Si ustedes se fijan bien en mi fotografía, que aparece en la solapa de contracubierta de Demonios, mi más reciente novela, seguramente pensarán que se trata de una imagen salida de la película Hellboy, de Guillermo del Toro (y nada tendría de extraño, al aludir yo al daimon para titular mi libro). Flamígero, e infernal sin duda, como me veo ahí, en esa foto donde hay un notable y original corrimiento hacia el rojo, sólo podría agradecer a la imprenta por esa licencia, porque, como bien se conoce, las imprentas cubanas cada día trabajan mejor, y con mayores dosis de creatividad.
Pero quería, sobre todo, referirme a mi novela. Hace unos días me regalaron un paquete de dátiles. Desde todo punto de vista, un paquete de dátiles es un objeto casi extravagante en La Habana de estos días, aunque no me extrañaría si veo, por el malecón, una caravana de camellos enviada por el Emir de Qatar como regalo al pueblo cubano. Comí algunos dátiles, que tenían un excelente sabor, y, aun así, me cayeron mal. Y me dio sueño. Me recosté unos minutos (en realidad dormí cerca de una hora) y soñé que, en un patio porticado, Mahoma me hablaba. El profeta yacía encima de una piedra y unos tigres se movían a su alrededor, paseándose lentamente, como si escucharan. En principio, esta aventura ensoñada podría pertenecer a Demonios, libro lleno de acontecimientos insólitos —de lo erótico a lo espectral, del cuerpo y el sexo al sueño lúcido. Mi novela ansía ser una construcción a medio camino entre el laberinto clásico y el laberinto barroco. Un aviso, en forma de juego, acerca de las correlaciones de la lectura con la escritura y de estas con la vida.
Que nadie se haga ilusiones acerca del papel, el encargo, el cometido de la literatura. La literatura existe, como la poesía (que es su núcleo), para celebrar su condición de llave que nos permite entrar en la Habitación de lo Invisible, es decir: lo que, dentro de lo humano, apenas puede mostrarse con palabras. Es probable que Demonios haya brotado de esafe íntima, personal. De modo que este libro no expresa, en principio, ni compromisos políticos, ni responsabilidades sociales, ni afanes ideológicos. Allí hay tan sólo un vasto conjunto de peripecias dentro de la imaginación, el misterio del yo, el diálogo intransferible con el otro, y la salvación del espacio de la cultura y el espíritu.
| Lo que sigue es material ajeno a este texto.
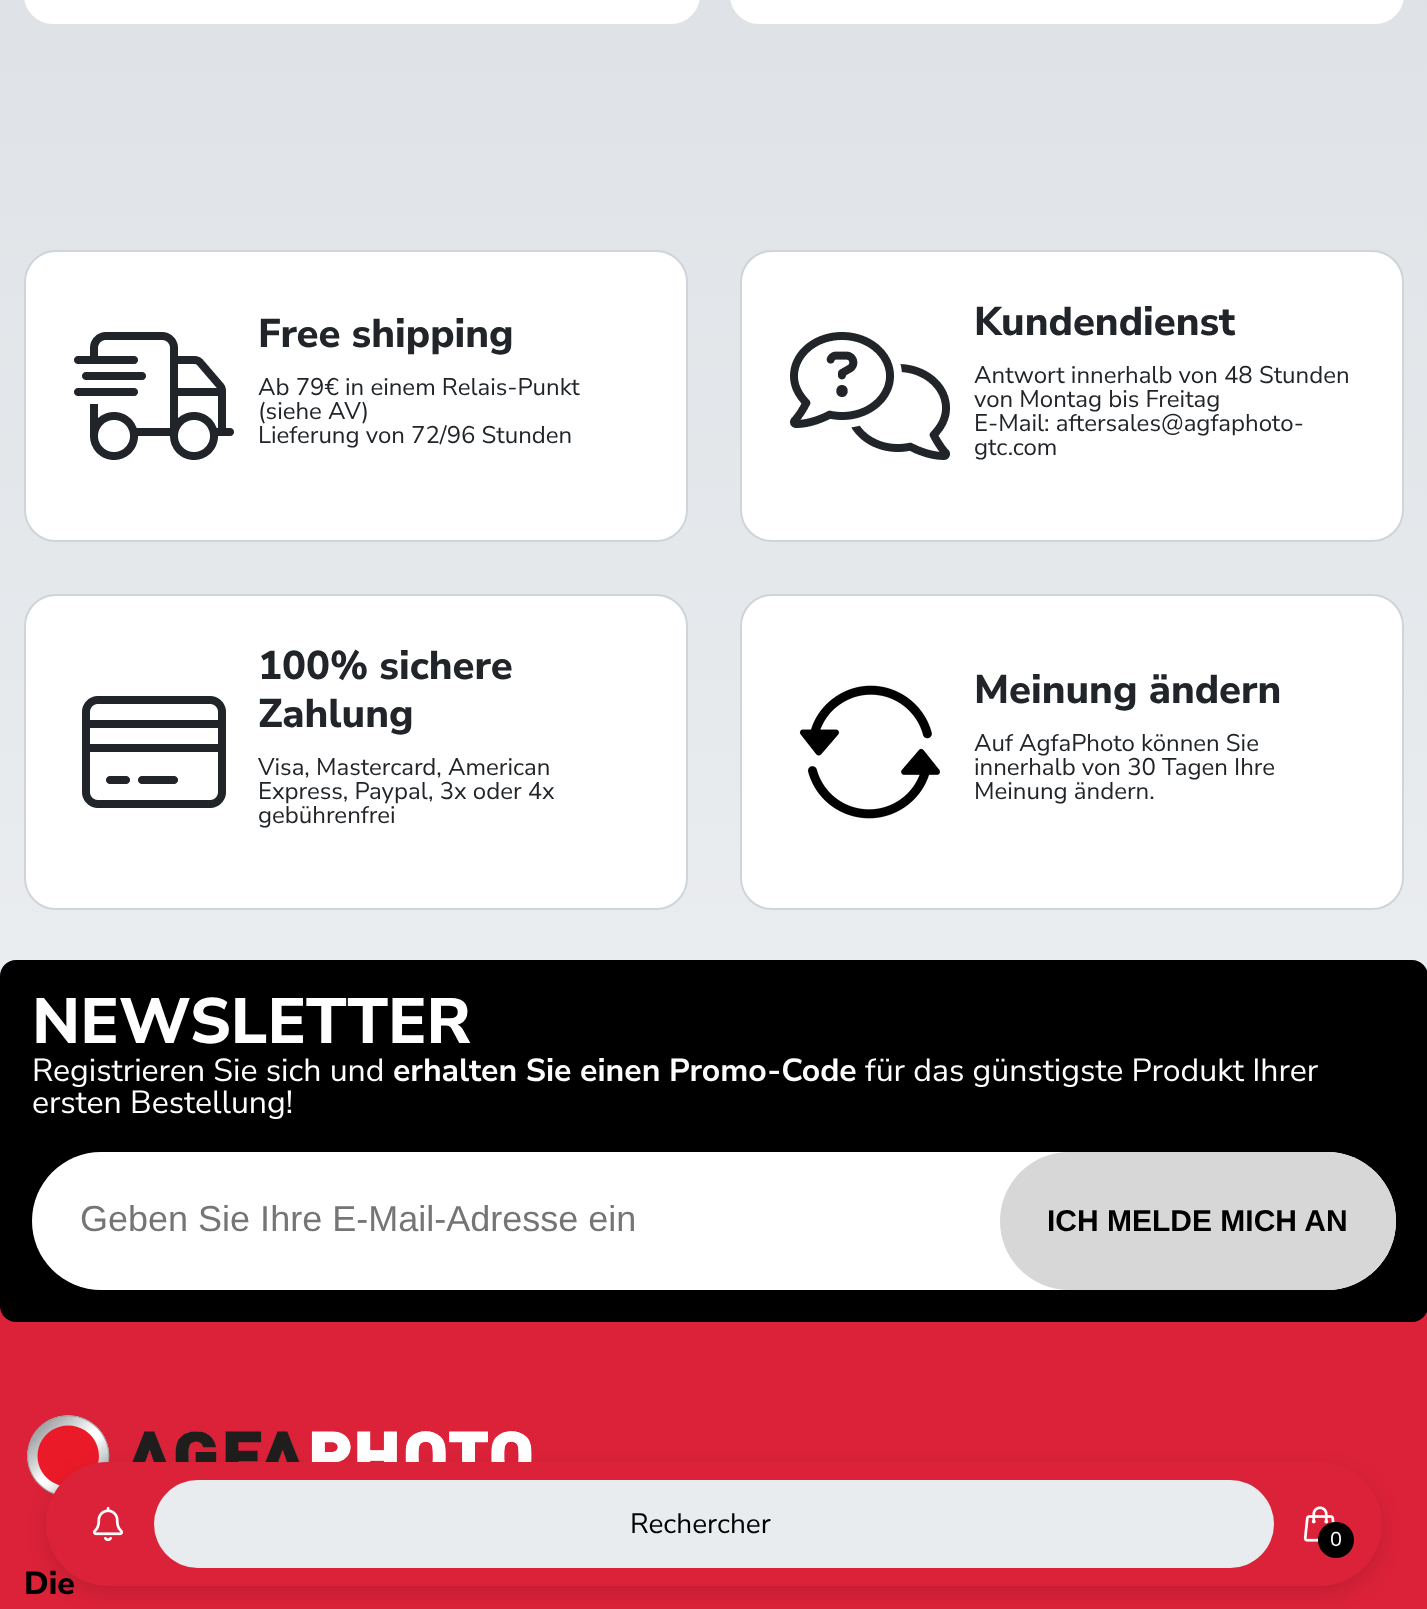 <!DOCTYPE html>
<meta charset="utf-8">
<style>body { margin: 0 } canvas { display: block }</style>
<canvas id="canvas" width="1427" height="1609"></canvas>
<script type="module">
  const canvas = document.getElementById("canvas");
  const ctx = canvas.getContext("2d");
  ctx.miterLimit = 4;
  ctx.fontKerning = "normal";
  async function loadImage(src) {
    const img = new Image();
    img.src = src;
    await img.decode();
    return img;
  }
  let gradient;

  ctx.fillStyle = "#ffffff";
  ctx.fillRect(0, 0, 1427, 1609);
  gradient = ctx.createLinearGradient(714, -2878, 714, 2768);
  gradient.addColorStop(0, "#ffffff");
  gradient.addColorStop(0.5, "#dee2e6");
  gradient.addColorStop(1, "#ffffff");
  ctx.fillStyle = gradient;
  ctx.fillRect(0, 0, 1427, 976);
  ctx.fillStyle = "#ffffff";
  ctx.beginPath();
  ctx.roundRect(25, -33, 674, 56, 31);
  ctx.fill();
  ctx.strokeStyle = "#ffffff";
  ctx.lineWidth = 2;
  ctx.stroke();
  ctx.beginPath();
  ctx.roundRect(731, -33, 672, 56, 31);
  ctx.fill();
  ctx.stroke();
  ctx.beginPath();
  ctx.roundRect(25, 251, 662, 290, 31);
  ctx.fill();
  ctx.strokeStyle = "#ced4da";
  ctx.stroke();
  ctx.drawImage(await loadImage("img1.png"), 74, 332, 160, 128);
  ctx.font = "800 40px Nunito Sans";
  ctx.fillStyle = "#212529";
  ctx.fillText("Free shipping", 258, 347);
  ctx.font = "24px Nunito Sans";
  ctx.fillText("Ab 79€ in einem Relais-Punkt", 258, 395);
  ctx.fillText("(siehe AV)", 258, 419);
  ctx.fillText("Lieferung von 72/96 Stunden", 258, 443);
  ctx.fillStyle = "#ffffff";
  ctx.beginPath();
  ctx.roundRect(741, 251, 662, 290, 31);
  ctx.fill();
  ctx.stroke();
  ctx.drawImage(await loadImage("img2.png"), 790, 332, 160, 128);
  ctx.font = "800 40px Nunito Sans";
  ctx.fillStyle = "#212529";
  ctx.fillText("Kundendienst", 974, 335);
  ctx.font = "24px Nunito Sans";
  ctx.fillText("Antwort innerhalb von 48 Stunden", 974, 383);
  ctx.fillText("von Montag bis Freitag", 974, 407);
  ctx.fillText("E-Mail: aftersales@agfaphoto-", 974, 431);
  ctx.fillText("gtc.com", 974, 455);
  ctx.fillStyle = "#ffffff";
  ctx.beginPath();
  ctx.roundRect(25, 595, 662, 314, 31);
  ctx.fill();
  ctx.stroke();
  ctx.drawImage(await loadImage("img3.png"), 82, 696, 144, 112);
  ctx.font = "800 40px Nunito Sans";
  ctx.fillStyle = "#212529";
  ctx.fillText("100% sichere", 258, 679);
  ctx.fillText("Zahlung", 258, 727);
  ctx.font = "24px Nunito Sans";
  ctx.fillText("Visa, Mastercard, American", 258, 775);
  ctx.fillText("Express, Paypal, 3x oder 4x", 258, 799);
  ctx.fillText("gebührenfrei", 258, 823);
  ctx.fillStyle = "#ffffff";
  ctx.beginPath();
  ctx.roundRect(741, 595, 662, 314, 31);
  ctx.fill();
  ctx.stroke();
  ctx.drawImage(await loadImage("img4.png"), 799, 685, 142, 134);
  ctx.font = "800 40px Nunito Sans";
  ctx.fillStyle = "#212529";
  ctx.fillText("Meinung ändern", 974, 703);
  ctx.font = "24px Nunito Sans";
  ctx.fillText("Auf AgfaPhoto können Sie", 974, 751);
  ctx.fillText("innerhalb von 30 Tagen Ihre", 974, 775);
  ctx.fillText("Meinung ändern.", 974, 799);
  ctx.fillStyle = "#dc2239";
  ctx.fillRect(0, 1306, 1427, 303);
  ctx.fillStyle = "#000000";
  ctx.beginPath();
  ctx.roundRect(0, 960, 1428, 362, 16);
  ctx.fill();
  ctx.font = "800 64px Nunito Sans";
  ctx.fillStyle = "#ffffff";
  ctx.fillText("NEWSLETTER", 32, 1043);
  ctx.font = "32px Nunito Sans";
  ctx.fillText("Registrieren Sie sich und", 32, 1081);
  ctx.font = "bold 32px Nunito Sans";
  ctx.fillText("erhalten Sie einen Promo-Code", 393, 1081);
  ctx.font = "32px Nunito Sans";
  ctx.fillText("für das günstigste Produkt Ihrer", 865, 1081);
  ctx.fillText("ersten Bestellung!", 32, 1113);
  ctx.beginPath();
  ctx.roundRect(32, 1152, 1364, 138, 69);
  ctx.fill();
  ctx.font = "36px Liberation Sans";
  ctx.fillStyle = "#757575";
  ctx.fillText("Geben Sie Ihre E-Mail-Adresse ein", 80, 1231);
  ctx.fillStyle = "#d7d7d7";
  ctx.beginPath();
  ctx.roundRect(1000, 1152, 396, 138, 69);
  ctx.fill();
  ctx.font = "bold 30px Liberation Sans";
  ctx.fillStyle = "#000000";
  ctx.fillText("ICH MELDE MICH AN", 1047, 1231);
  ctx.drawImage(await loadImage("img5.png"), 27, 1415, 505, 79);
  ctx.font = "800 32px Nunito Sans";
  ctx.fillText("Die", 24, 1594);
  ctx.fillStyle = "rgba(0, 0, 0, 0.12)";
  ctx.filter = "blur(10px)";
  ctx.beginPath();
  ctx.roundRect(46, 1470, 1336, 124, 62);
  ctx.fill();
  ctx.filter = "none";
  ctx.fillStyle = "#dc2239";
  ctx.beginPath();
  ctx.roundRect(46, 1462, 1336, 124, 62);
  ctx.fill();
  ctx.drawImage(await loadImage("img6.png"), 92, 1506, 32, 36);
  ctx.fillStyle = "#e9ecef";
  ctx.beginPath();
  ctx.roundRect(154, 1480, 1120, 88, 44);
  ctx.fill();
  ctx.font = "28px Nunito Sans";
  ctx.fillStyle = "#000000";
  ctx.fillText("Rechercher", 630, 1533);
  ctx.drawImage(await loadImage("img7.png"), 1303, 1506, 32, 36);
  ctx.beginPath();
  ctx.arc(1336, 1540, 18, 0, Math.PI * 2);
  ctx.fill();
  ctx.font = "20px 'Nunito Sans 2'";
  ctx.fillStyle = "#ffffff";
  ctx.fillText("0", 1330, 1546);
</script>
El trabajoso intento de escapar de lo inmediato es quizás un gesto vano al que podría atribuirse un componente de afectación. Pero no es menos cierto que irme a esos confines donde las tramas de Demonios prosperan, ha devenido una excursión que me separa radicalmente del turismo, de los senderos marcados por los guías de ocasión. Con demasiada frecuencia ve uno a esos guías alzando sus banderitas anaranjadas para que no nos perdamos, o para que, si estamos perdidos, hallemos el camino de regreso.
Yo no quiero regresar. No creo que haga falta hacerlo a estas alturas. Tampoco quiero hacer turismo. Soy un viajero, y como tal exploro templos olvidados, enmohecidos por la jungla y ocultos bajo las ramazones y el follaje del facilismo, las frases hechas, las modas. Estoy apropiándome de una frase que alguna vez me escribió, en una carta, Dulce María Loynaz cuando yo no había cumplido aún mis treinta años.
Demonios es un experimento paranoico acerca de la conexión de todo con todo. Un juego de espejos deformantes que no llegan, sin embargo, al límite en el que las figuras y los hechos podrían trastornarse irremediablemente. Me interesa el carácter discontinuo de lo real, es decir, la fluencia entrecortada, de emociones y lenguaje, con que se manifiestan los modelos sucesivos y alternos de lo real. Esos modelos, llenos de precariedad e insuficiencia, son lo que usamos para no extraviarnos y poder decir que sabemos qué es lo real, qué es la realidad, dónde se encuentran las cosas, cómo se manifiestan las emociones, y cuáles son los límites del yo. Pero en realidad no sabemos nada. Ni siquiera conocemos de verdad cuál es la naturaleza de la conciencia ni cómo funciona.
Demonios mueve sus entramados por La Habana, una isla tailandesa, una zona olvidada (y en guerra) de Afganistán, un extraño barrio de Shanghai, la ciudad mítica de Kadath y algunas calles de Madrid. Si me dijeran que es un libro raro, tendría que asentir. Y así voy, de rareza en rareza.